Your objective:
Each line below should be repeated exactly, but no picture should be carried over.

==*==

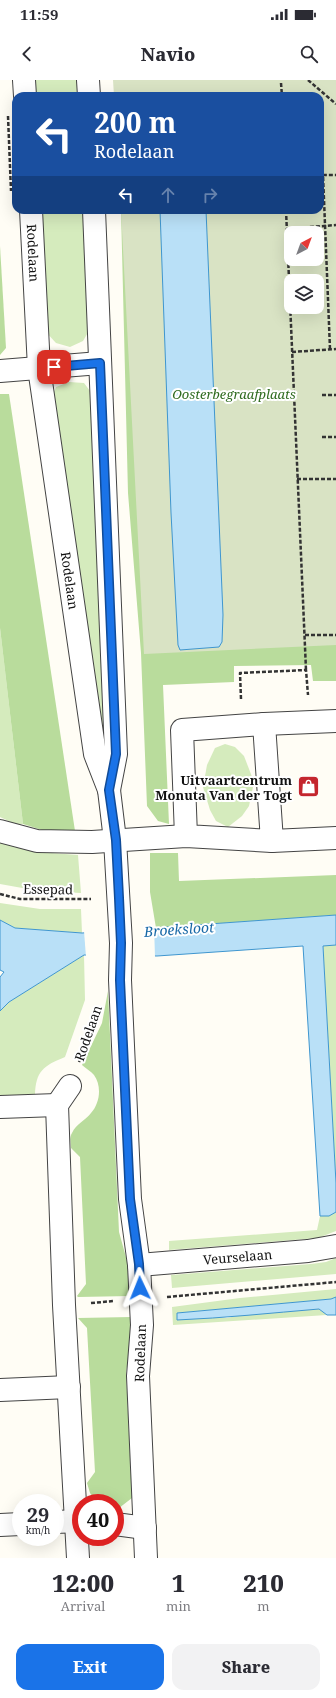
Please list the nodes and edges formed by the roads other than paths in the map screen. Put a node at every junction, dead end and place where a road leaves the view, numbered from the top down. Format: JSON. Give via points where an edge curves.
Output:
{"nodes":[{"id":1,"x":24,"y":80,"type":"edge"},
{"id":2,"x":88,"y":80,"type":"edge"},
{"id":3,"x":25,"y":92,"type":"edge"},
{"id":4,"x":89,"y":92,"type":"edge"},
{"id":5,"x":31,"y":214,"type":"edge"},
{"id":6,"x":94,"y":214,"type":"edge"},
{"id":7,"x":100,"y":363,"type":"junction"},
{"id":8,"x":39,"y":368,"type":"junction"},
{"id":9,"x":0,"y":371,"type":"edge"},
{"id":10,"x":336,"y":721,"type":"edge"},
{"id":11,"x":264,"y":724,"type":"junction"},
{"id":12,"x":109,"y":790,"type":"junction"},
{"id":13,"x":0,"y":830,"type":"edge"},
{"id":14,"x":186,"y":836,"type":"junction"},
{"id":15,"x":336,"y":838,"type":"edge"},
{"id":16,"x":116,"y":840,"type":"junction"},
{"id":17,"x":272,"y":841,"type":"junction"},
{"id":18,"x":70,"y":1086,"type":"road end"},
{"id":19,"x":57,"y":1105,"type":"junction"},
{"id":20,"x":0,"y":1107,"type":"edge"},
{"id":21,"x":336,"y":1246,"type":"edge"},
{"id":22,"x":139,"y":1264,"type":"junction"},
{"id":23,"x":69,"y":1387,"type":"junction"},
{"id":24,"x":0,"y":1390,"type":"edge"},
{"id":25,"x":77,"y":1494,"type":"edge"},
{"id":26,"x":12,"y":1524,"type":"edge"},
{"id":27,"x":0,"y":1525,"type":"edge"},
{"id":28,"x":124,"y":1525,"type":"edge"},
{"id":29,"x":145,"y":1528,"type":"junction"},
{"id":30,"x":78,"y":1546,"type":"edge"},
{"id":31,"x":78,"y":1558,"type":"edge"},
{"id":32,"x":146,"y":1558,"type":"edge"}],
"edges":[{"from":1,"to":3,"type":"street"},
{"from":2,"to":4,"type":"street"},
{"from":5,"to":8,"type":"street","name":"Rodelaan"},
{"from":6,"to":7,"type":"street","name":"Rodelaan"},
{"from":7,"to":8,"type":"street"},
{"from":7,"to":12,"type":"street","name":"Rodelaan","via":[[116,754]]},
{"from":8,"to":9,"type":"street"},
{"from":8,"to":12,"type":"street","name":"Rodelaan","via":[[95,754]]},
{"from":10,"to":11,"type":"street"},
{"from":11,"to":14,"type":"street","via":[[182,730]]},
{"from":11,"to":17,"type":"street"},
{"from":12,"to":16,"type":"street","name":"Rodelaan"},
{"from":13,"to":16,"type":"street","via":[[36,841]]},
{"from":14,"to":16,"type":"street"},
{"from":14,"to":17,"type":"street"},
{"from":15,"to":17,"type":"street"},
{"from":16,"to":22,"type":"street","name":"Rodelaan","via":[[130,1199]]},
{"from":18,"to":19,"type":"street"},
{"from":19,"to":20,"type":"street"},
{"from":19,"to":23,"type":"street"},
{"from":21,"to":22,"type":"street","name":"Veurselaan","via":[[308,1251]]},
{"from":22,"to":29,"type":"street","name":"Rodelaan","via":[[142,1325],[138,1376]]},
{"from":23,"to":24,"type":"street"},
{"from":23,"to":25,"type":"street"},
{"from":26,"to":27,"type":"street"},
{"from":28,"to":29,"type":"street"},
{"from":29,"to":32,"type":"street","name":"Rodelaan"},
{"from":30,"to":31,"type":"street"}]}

==*==

Solution for this problem:
Please list the nodes and edges formed by the roads other than paths in the map screen. Put a node at every junction, dead end and place where a road leaves the view, numbered from the top down. Format: JSON. Give via points where an edge curves.
Output:
{"nodes":[{"id":1,"x":24,"y":80,"type":"edge"},
{"id":2,"x":88,"y":80,"type":"edge"},
{"id":3,"x":25,"y":92,"type":"edge"},
{"id":4,"x":89,"y":92,"type":"edge"},
{"id":5,"x":31,"y":214,"type":"edge"},
{"id":6,"x":94,"y":214,"type":"edge"},
{"id":7,"x":100,"y":363,"type":"junction"},
{"id":8,"x":39,"y":368,"type":"junction"},
{"id":9,"x":0,"y":371,"type":"edge"},
{"id":10,"x":336,"y":721,"type":"edge"},
{"id":11,"x":264,"y":724,"type":"junction"},
{"id":12,"x":109,"y":790,"type":"junction"},
{"id":13,"x":0,"y":830,"type":"edge"},
{"id":14,"x":186,"y":836,"type":"junction"},
{"id":15,"x":336,"y":838,"type":"edge"},
{"id":16,"x":116,"y":840,"type":"junction"},
{"id":17,"x":272,"y":841,"type":"junction"},
{"id":18,"x":70,"y":1086,"type":"road end"},
{"id":19,"x":57,"y":1105,"type":"junction"},
{"id":20,"x":0,"y":1107,"type":"edge"},
{"id":21,"x":336,"y":1246,"type":"edge"},
{"id":22,"x":139,"y":1264,"type":"junction"},
{"id":23,"x":69,"y":1387,"type":"junction"},
{"id":24,"x":0,"y":1390,"type":"edge"},
{"id":25,"x":77,"y":1494,"type":"edge"},
{"id":26,"x":12,"y":1524,"type":"edge"},
{"id":27,"x":0,"y":1525,"type":"edge"},
{"id":28,"x":124,"y":1525,"type":"edge"},
{"id":29,"x":145,"y":1528,"type":"junction"},
{"id":30,"x":78,"y":1546,"type":"edge"},
{"id":31,"x":78,"y":1558,"type":"edge"},
{"id":32,"x":146,"y":1558,"type":"edge"}],
"edges":[{"from":1,"to":3,"type":"street"},
{"from":2,"to":4,"type":"street"},
{"from":5,"to":8,"type":"street","name":"Rodelaan"},
{"from":6,"to":7,"type":"street","name":"Rodelaan"},
{"from":7,"to":8,"type":"street"},
{"from":7,"to":12,"type":"street","name":"Rodelaan","via":[[116,754]]},
{"from":8,"to":9,"type":"street"},
{"from":8,"to":12,"type":"street","name":"Rodelaan","via":[[95,754]]},
{"from":10,"to":11,"type":"street"},
{"from":11,"to":14,"type":"street","via":[[182,730]]},
{"from":11,"to":17,"type":"street"},
{"from":12,"to":16,"type":"street","name":"Rodelaan"},
{"from":13,"to":16,"type":"street","via":[[36,841]]},
{"from":14,"to":16,"type":"street"},
{"from":14,"to":17,"type":"street"},
{"from":15,"to":17,"type":"street"},
{"from":16,"to":22,"type":"street","name":"Rodelaan","via":[[130,1199]]},
{"from":18,"to":19,"type":"street"},
{"from":19,"to":20,"type":"street"},
{"from":19,"to":23,"type":"street"},
{"from":21,"to":22,"type":"street","name":"Veurselaan","via":[[308,1251]]},
{"from":22,"to":29,"type":"street","name":"Rodelaan","via":[[142,1325],[138,1376]]},
{"from":23,"to":24,"type":"street"},
{"from":23,"to":25,"type":"street"},
{"from":26,"to":27,"type":"street"},
{"from":28,"to":29,"type":"street"},
{"from":29,"to":32,"type":"street","name":"Rodelaan"},
{"from":30,"to":31,"type":"street"}]}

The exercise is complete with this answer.